The evening was arranged in two halves, with an interval in between to accommodate book selling and a visit to the bar. Alasdair opened proceedings by reading a cleverly crafted and funny poem which managed to combine his admiration for Jorge Luis Borges with a story of attempting to edit an unwanted tattoo! Hannah introduced the second half by reading part of a sequence of beautiful and moving poems about the suicide of her father. There were very good open-mic offerings with each reader allocated five minutes.

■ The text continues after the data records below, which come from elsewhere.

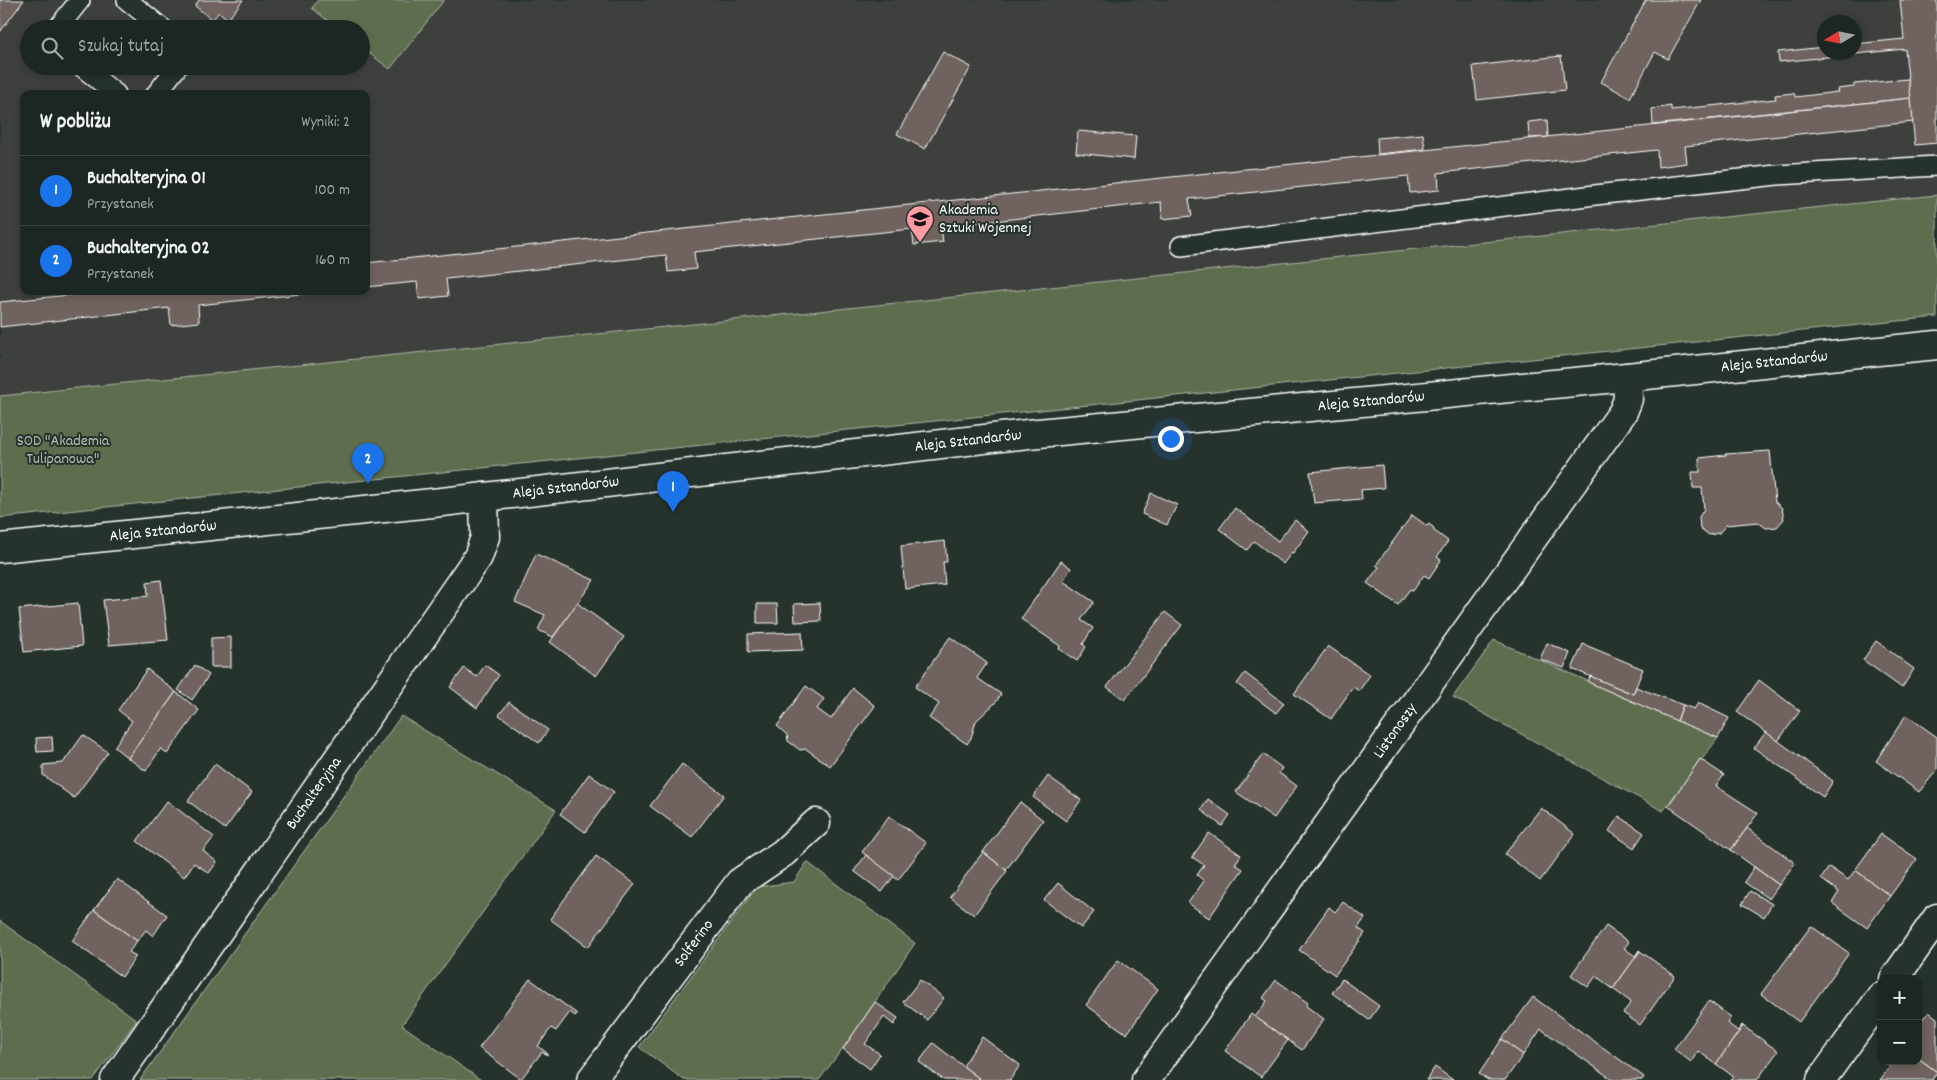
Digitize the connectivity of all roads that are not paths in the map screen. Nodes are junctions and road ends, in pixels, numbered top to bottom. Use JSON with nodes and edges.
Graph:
{"nodes":[{"id":1,"x":80,"y":0,"type":"edge"},
{"id":2,"x":127,"y":0,"type":"edge"},
{"id":3,"x":64,"y":20,"type":"edge"},
{"id":4,"x":152,"y":20,"type":"edge"},
{"id":5,"x":92,"y":75,"type":"edge"},
{"id":6,"x":171,"y":75,"type":"edge"},
{"id":7,"x":111,"y":90,"type":"edge"},
{"id":8,"x":159,"y":90,"type":"edge"},
{"id":9,"x":1937,"y":166,"type":"edge"},
{"id":10,"x":1181,"y":246,"type":"dead end"},
{"id":11,"x":1937,"y":345,"type":"edge"},
{"id":12,"x":1627,"y":377,"type":"junction"},
{"id":13,"x":484,"y":497,"type":"junction"},
{"id":14,"x":0,"y":548,"type":"edge"},
{"id":15,"x":816,"y":823,"type":"dead end"},
{"id":16,"x":1937,"y":918,"type":"edge"},
{"id":17,"x":1897,"y":975,"type":"edge"},
{"id":18,"x":1877,"y":1003,"type":"edge"},
{"id":19,"x":115,"y":1080,"type":"edge"},
{"id":20,"x":591,"y":1080,"type":"edge"},
{"id":21,"x":1146,"y":1080,"type":"edge"},
{"id":22,"x":1821,"y":1080,"type":"edge"}],
"edges":[{"from":1,"to":3,"type":"lane"},
{"from":2,"to":4,"type":"lane"},
{"from":5,"to":7,"type":"lane"},
{"from":6,"to":8,"type":"lane"},
{"from":9,"to":10,"type":"lane"},
{"from":11,"to":12,"type":"street","name":"Aleja Sztandarów"},
{"from":12,"to":13,"type":"street","name":"Aleja Sztandarów"},
{"from":12,"to":21,"type":"street","name":"Listonoszy"},
{"from":13,"to":14,"type":"street","name":"Aleja Sztandarów"},
{"from":13,"to":19,"type":"street","name":"Buchalteryjna"},
{"from":15,"to":20,"type":"street","name":"Solferino"},
{"from":16,"to":17,"type":"street"},
{"from":18,"to":22,"type":"street"}]}
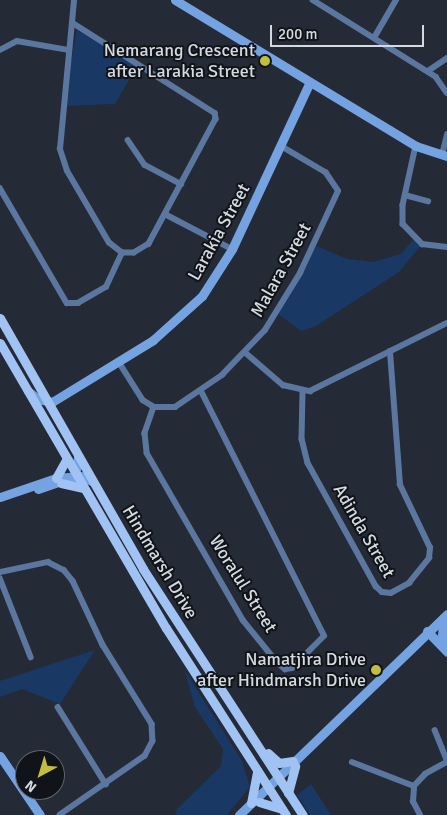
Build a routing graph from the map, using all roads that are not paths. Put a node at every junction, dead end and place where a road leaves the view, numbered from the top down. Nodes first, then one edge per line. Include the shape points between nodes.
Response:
1 (74, 0) edge
2 (175, 0) edge
3 (396, 0) edge
4 (317, 1) edge
5 (73, 23) junction
6 (374, 38) junction
7 (0, 50) edge
8 (68, 50) junction
9 (447, 58) edge
10 (428, 71) junction
11 (313, 84) junction
12 (447, 93) edge
13 (447, 136) edge
14 (128, 140) dead end
15 (416, 146) junction
16 (282, 147) junction
17 (445, 155) edge
18 (181, 184) junction
19 (0, 188) edge
20 (405, 195) junction
21 (428, 200) dead end
22 (165, 214) junction
23 (447, 247) edge
24 (232, 249) junction
25 (122, 253) junction
26 (0, 318) edge
27 (447, 323) edge
28 (0, 343) edge
29 (390, 351) junction
30 (246, 353) junction
31 (119, 362) junction
32 (26, 389) junction
33 (303, 392) junction
34 (202, 393) junction
35 (47, 402) junction
36 (154, 407) junction
37 (45, 422) junction
38 (78, 456) junction
39 (66, 460) junction
40 (75, 476) junction
41 (59, 480) junction
42 (92, 481) junction
43 (82, 488) junction
44 (0, 497) edge
45 (0, 572) edge
46 (0, 578) edge
47 (445, 616) edge
48 (429, 629) junction
49 (417, 639) junction
50 (446, 647) edge
51 (31, 656) dead end
52 (58, 707) dead end
53 (245, 727) junction
54 (435, 730) dead end
55 (0, 756) edge
56 (447, 761) edge
57 (352, 762) dead end
58 (294, 764) junction
59 (257, 771) junction
60 (279, 778) junction
61 (106, 784) junction
62 (414, 786) junction
63 (269, 789) junction
64 (288, 793) junction
65 (255, 802) junction
66 (284, 812) edge
67 (40, 815) edge
68 (60, 815) edge
69 (239, 815) edge
70 (246, 815) edge
71 (303, 815) edge
72 (420, 815) edge

1 - 5 street
2 - 11 street
3 - 6 street
4 - 6 street
5 - 8 street
5 - 18 street via 215,114
6 - 10 street
7 - 8 street via 17,41
8 - 25 street via 61,156 110,243
9 - 10 street
10 - 12 street
11 - 15 street
11 - 16 street, Larakia Street
13 - 17 street
14 - 18 street via 145,165
15 - 17 street
15 - 20 street
16 - 24 street, Larakia Street
16 - 30 street, Malara Street via 326,173 338,191 300,273 277,313
18 - 22 street
19 - 25 street via 67,303 78,303 106,287
20 - 21 street
20 - 23 street via 402,214 408,232 422,244
22 - 24 street
22 - 25 street via 144,250
24 - 31 street, Larakia Street via 213,282 190,308 169,328
26 - 35 main road, Hindmarsh Drive
27 - 29 street
28 - 32 main road, Hindmarsh Drive
29 - 33 street via 325,386
29 - 33 street, Adinda Street via 400,484 430,548 428,558 409,583 391,593 382,592 376,586 308,463 302,439
30 - 33 street via 283,385
30 - 34 street, Malara Street
31 - 35 street, Larakia Street
31 - 36 street via 136,394
32 - 35 street
32 - 37 main road, Hindmarsh Drive
34 - 36 street, Malara Street via 175,407
34 - 36 street, Woralul Street via 324,636 317,647 288,669 277,662 243,620 147,453 145,433
35 - 37 street
35 - 38 main road, Hindmarsh Drive
37 - 39 main road, Hindmarsh Drive
38 - 40 street
38 - 42 main road, Hindmarsh Drive
39 - 40 main road, Hindmarsh Drive
39 - 41 main road
40 - 41 street
40 - 42 street
40 - 43 main road, Hindmarsh Drive
41 - 43 main road
41 - 44 street
42 - 53 main road, Hindmarsh Drive
43 - 59 main road, Hindmarsh Drive
45 - 61 street via 48,562 64,570 73,581 103,645 149,718 154,734 151,749
46 - 51 street
47 - 48 street
47 - 50 street via 442,635
48 - 49 street
48 - 50 street
49 - 50 street
49 - 58 street
52 - 61 street
53 - 58 main road via 253,730 271,758 279,763
53 - 60 main road, Hindmarsh Drive
54 - 56 street
55 - 67 street
56 - 62 street via 425,774
57 - 62 street
58 - 60 street
58 - 64 main road
59 - 63 main road, Hindmarsh Drive
59 - 65 main road
60 - 63 street
60 - 64 main road, Hindmarsh Drive
61 - 68 street
62 - 72 street via 413,802
63 - 65 street
63 - 66 main road, Hindmarsh Drive
64 - 71 main road, Hindmarsh Drive
65 - 66 main road
65 - 69 street
65 - 70 street

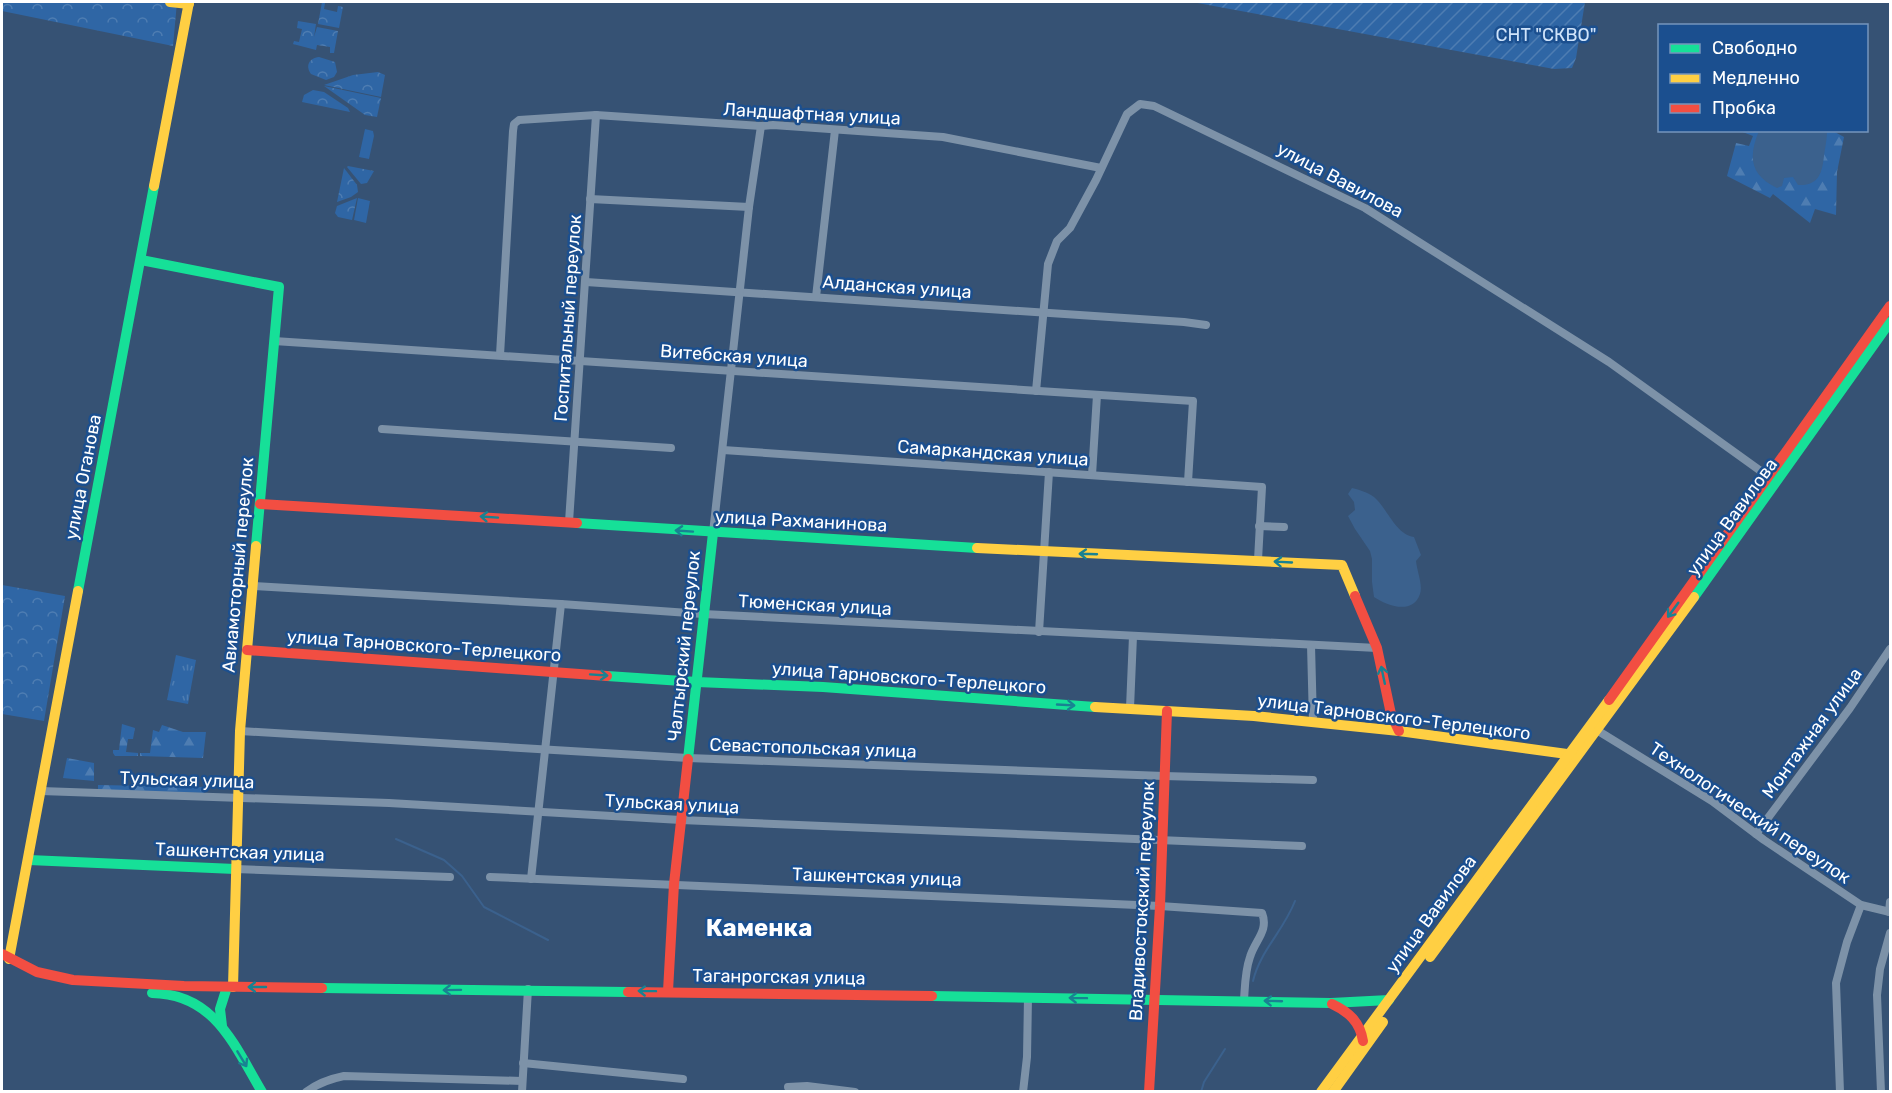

Reading at Uncut Poets has made me reflect on how beneficial reading series are to poets. I read from my pamphlet ‘The Misplaced House’ (and sold all ten copies I’d brought with me for which I’m grateful) and I also tried out some new, unpublished poems. It was so very helpful to introduce new work and receive a response from the audience. Like many other writers, I spend a lot of time alone. I’m not in a regular workshop group at the moment, nor am I attached to a university or writing school. I’m basically sitting at home, reading and writing, connecting with people on the internet, sending out work for consideration which is sometimes accepted for publication but more often rejected. So, although quite scary, it’s incredibly useful to get some feedback on new work.
Thank you to Alasdair and Hannah and everyone at Uncut Poets. I was made to feel that I was among friends and it was a wonderful evening of poetry.